* Task prompt *
For each line below that includes the word "exch", make a copy.

============

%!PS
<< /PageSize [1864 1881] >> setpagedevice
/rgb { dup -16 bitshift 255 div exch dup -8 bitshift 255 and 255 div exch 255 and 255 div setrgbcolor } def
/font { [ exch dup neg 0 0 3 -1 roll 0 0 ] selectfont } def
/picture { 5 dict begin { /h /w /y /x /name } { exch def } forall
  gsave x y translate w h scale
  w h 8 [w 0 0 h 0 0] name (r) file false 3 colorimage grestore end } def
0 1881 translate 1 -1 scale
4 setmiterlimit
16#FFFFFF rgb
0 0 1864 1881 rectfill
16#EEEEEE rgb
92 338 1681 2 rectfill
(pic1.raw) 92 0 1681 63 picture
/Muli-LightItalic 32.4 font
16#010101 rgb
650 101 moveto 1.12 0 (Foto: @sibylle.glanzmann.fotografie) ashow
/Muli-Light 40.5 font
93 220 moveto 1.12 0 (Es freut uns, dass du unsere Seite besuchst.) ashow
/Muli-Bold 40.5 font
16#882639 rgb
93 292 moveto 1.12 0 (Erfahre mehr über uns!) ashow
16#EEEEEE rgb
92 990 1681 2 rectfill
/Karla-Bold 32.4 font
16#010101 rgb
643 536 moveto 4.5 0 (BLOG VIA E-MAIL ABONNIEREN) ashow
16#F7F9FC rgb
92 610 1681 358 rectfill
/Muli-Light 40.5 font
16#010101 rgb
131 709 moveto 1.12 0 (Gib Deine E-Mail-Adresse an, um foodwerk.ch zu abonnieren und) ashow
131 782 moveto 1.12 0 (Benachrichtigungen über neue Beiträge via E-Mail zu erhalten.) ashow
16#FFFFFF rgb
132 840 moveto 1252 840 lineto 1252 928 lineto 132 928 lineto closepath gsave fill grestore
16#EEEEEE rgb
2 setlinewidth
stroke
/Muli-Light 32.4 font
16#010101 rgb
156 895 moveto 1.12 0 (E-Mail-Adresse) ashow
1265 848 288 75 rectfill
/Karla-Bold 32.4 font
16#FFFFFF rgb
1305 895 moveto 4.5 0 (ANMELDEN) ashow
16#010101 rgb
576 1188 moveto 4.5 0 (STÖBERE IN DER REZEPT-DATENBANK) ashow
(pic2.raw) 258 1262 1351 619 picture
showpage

============

* Task solution *
/rgb { dup -16 bitshift 255 div exch dup -8 bitshift 255 and 255 div exch 255 and 255 div setrgbcolor } def
/font { [ exch dup neg 0 0 3 -1 roll 0 0 ] selectfont } def
/picture { 5 dict begin { /h /w /y /x /name } { exch def } forall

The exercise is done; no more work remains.